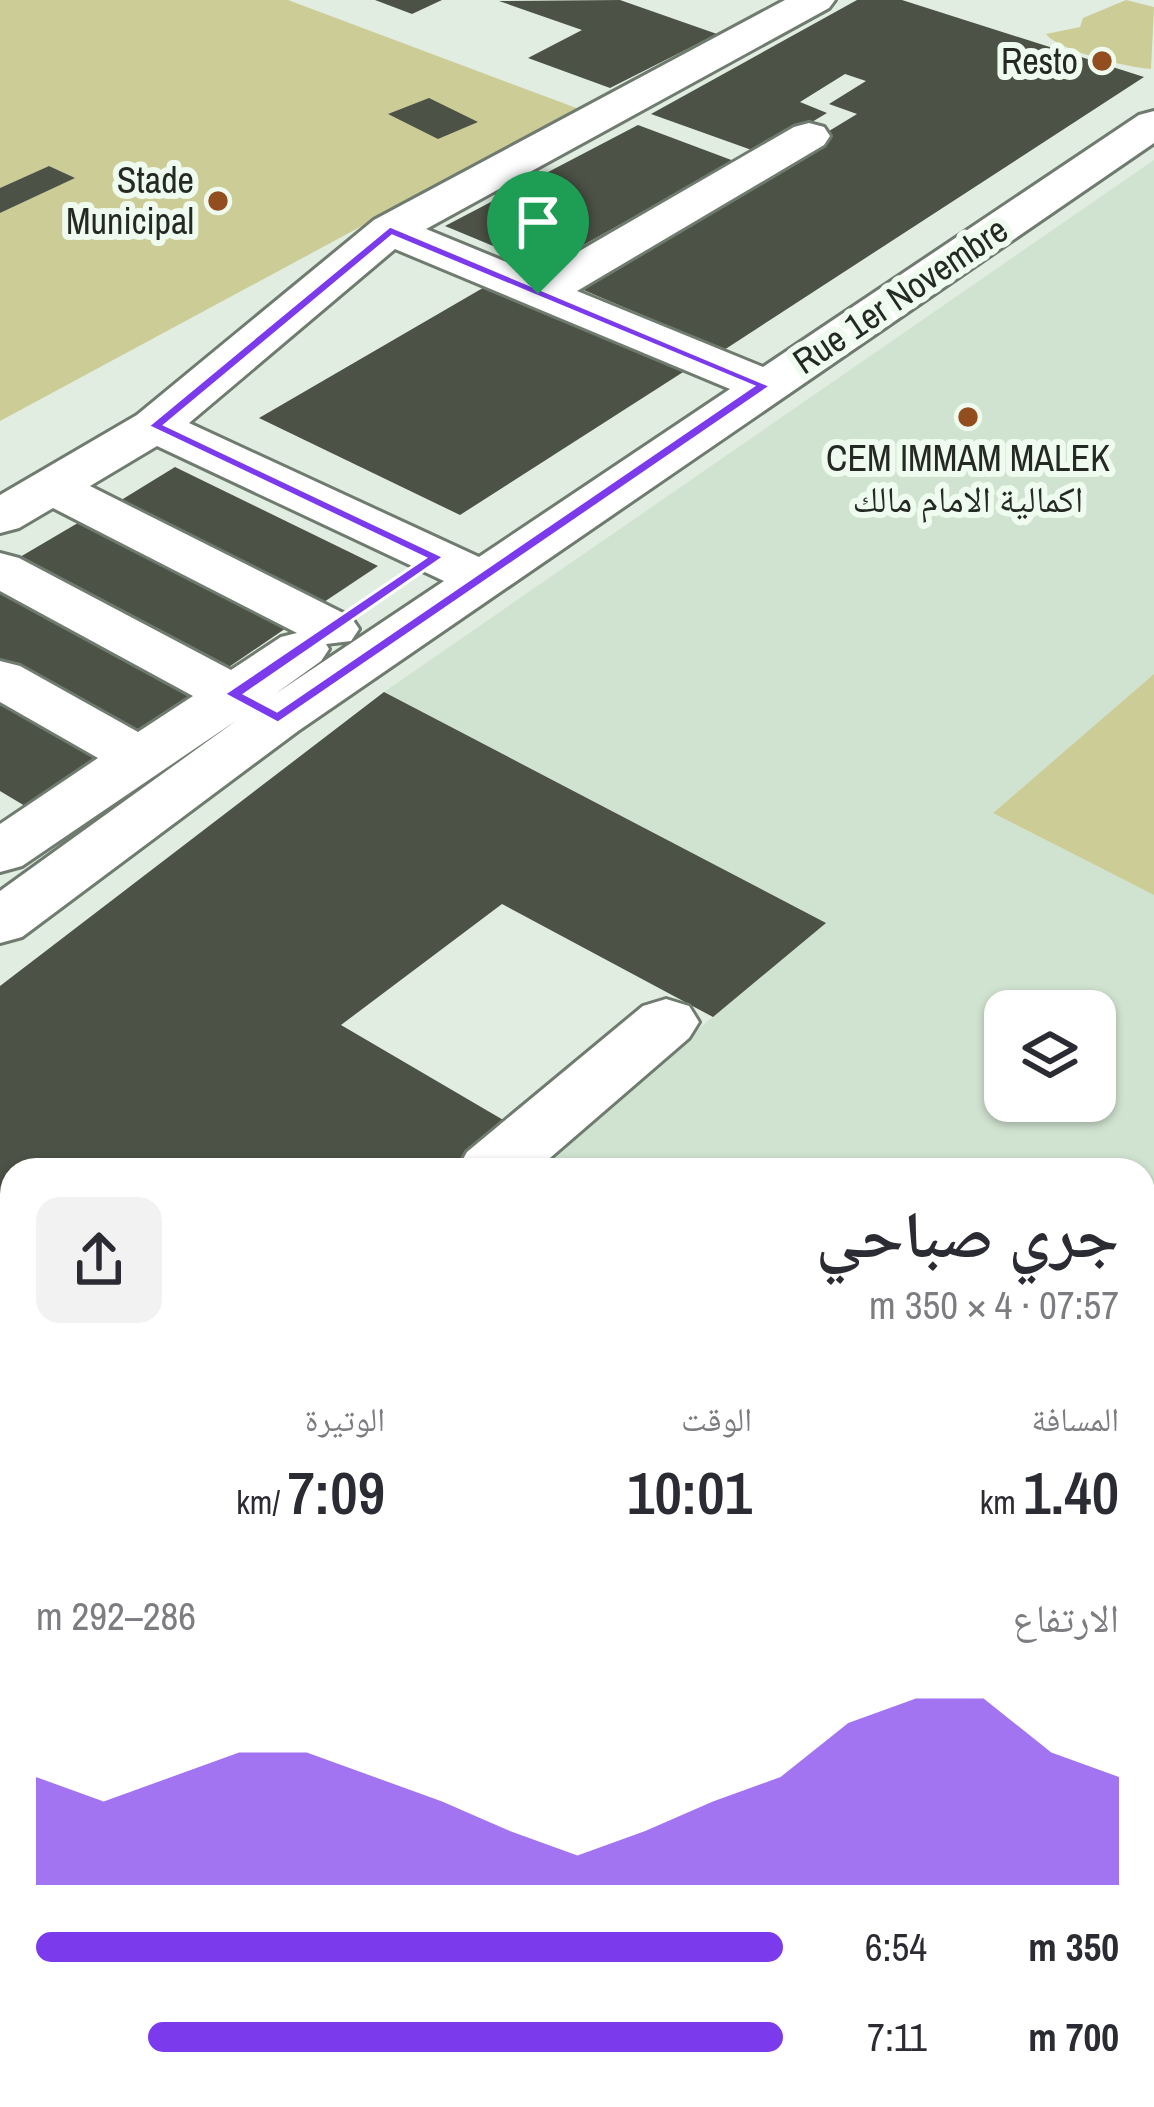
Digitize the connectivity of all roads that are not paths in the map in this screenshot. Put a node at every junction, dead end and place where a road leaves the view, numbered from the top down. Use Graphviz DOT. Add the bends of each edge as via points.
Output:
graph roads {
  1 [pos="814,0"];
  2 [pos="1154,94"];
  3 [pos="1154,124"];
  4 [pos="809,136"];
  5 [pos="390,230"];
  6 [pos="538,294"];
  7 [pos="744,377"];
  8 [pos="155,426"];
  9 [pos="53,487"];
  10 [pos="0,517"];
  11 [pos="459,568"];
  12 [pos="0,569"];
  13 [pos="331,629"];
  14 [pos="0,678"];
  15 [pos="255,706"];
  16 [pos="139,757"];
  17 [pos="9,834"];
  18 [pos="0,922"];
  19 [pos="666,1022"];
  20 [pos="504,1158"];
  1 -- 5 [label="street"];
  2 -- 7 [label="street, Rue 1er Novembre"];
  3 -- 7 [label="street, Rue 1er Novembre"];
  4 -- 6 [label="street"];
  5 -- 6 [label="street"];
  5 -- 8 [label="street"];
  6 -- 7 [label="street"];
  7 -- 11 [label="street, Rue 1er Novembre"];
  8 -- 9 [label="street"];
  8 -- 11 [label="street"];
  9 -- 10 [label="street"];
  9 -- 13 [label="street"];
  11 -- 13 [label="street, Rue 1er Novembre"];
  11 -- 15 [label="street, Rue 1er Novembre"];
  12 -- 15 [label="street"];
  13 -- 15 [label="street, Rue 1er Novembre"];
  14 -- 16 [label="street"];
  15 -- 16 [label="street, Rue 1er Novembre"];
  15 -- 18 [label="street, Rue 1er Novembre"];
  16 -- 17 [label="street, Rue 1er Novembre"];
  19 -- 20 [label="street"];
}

...

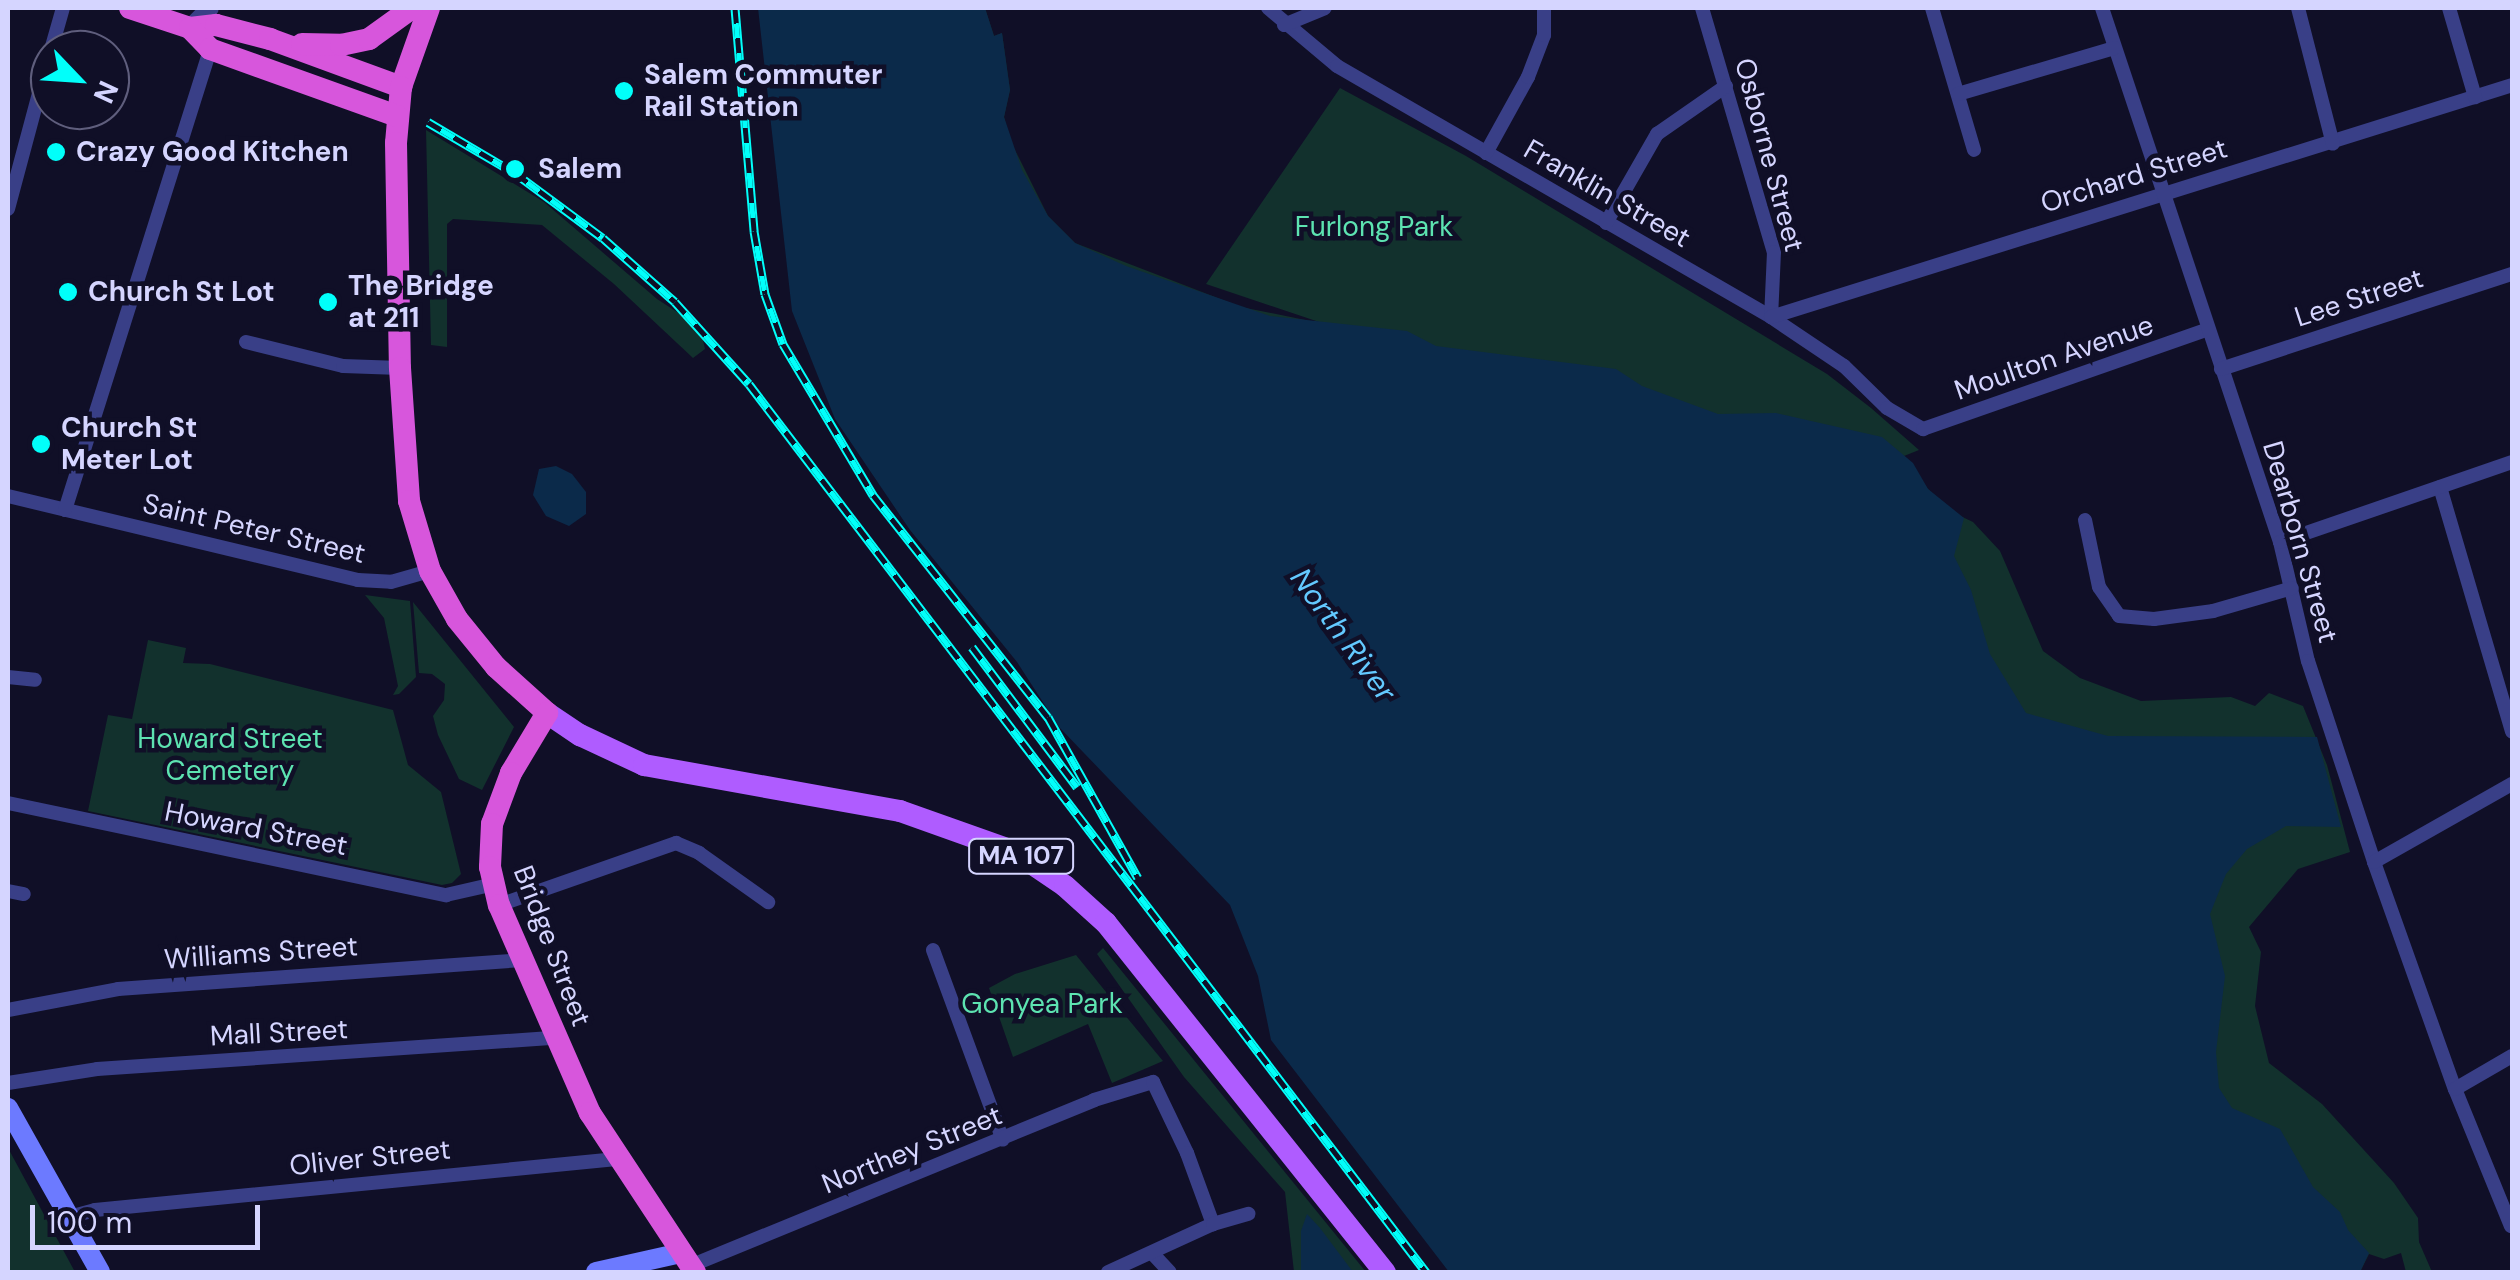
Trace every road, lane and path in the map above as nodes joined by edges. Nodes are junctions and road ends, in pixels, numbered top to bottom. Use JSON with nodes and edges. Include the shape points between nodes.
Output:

**WHAT YOU NEED TO DO:** Line count for "points": count the lines of the records above that contain it and give only the number.

**YOUR RESPONSE:** 2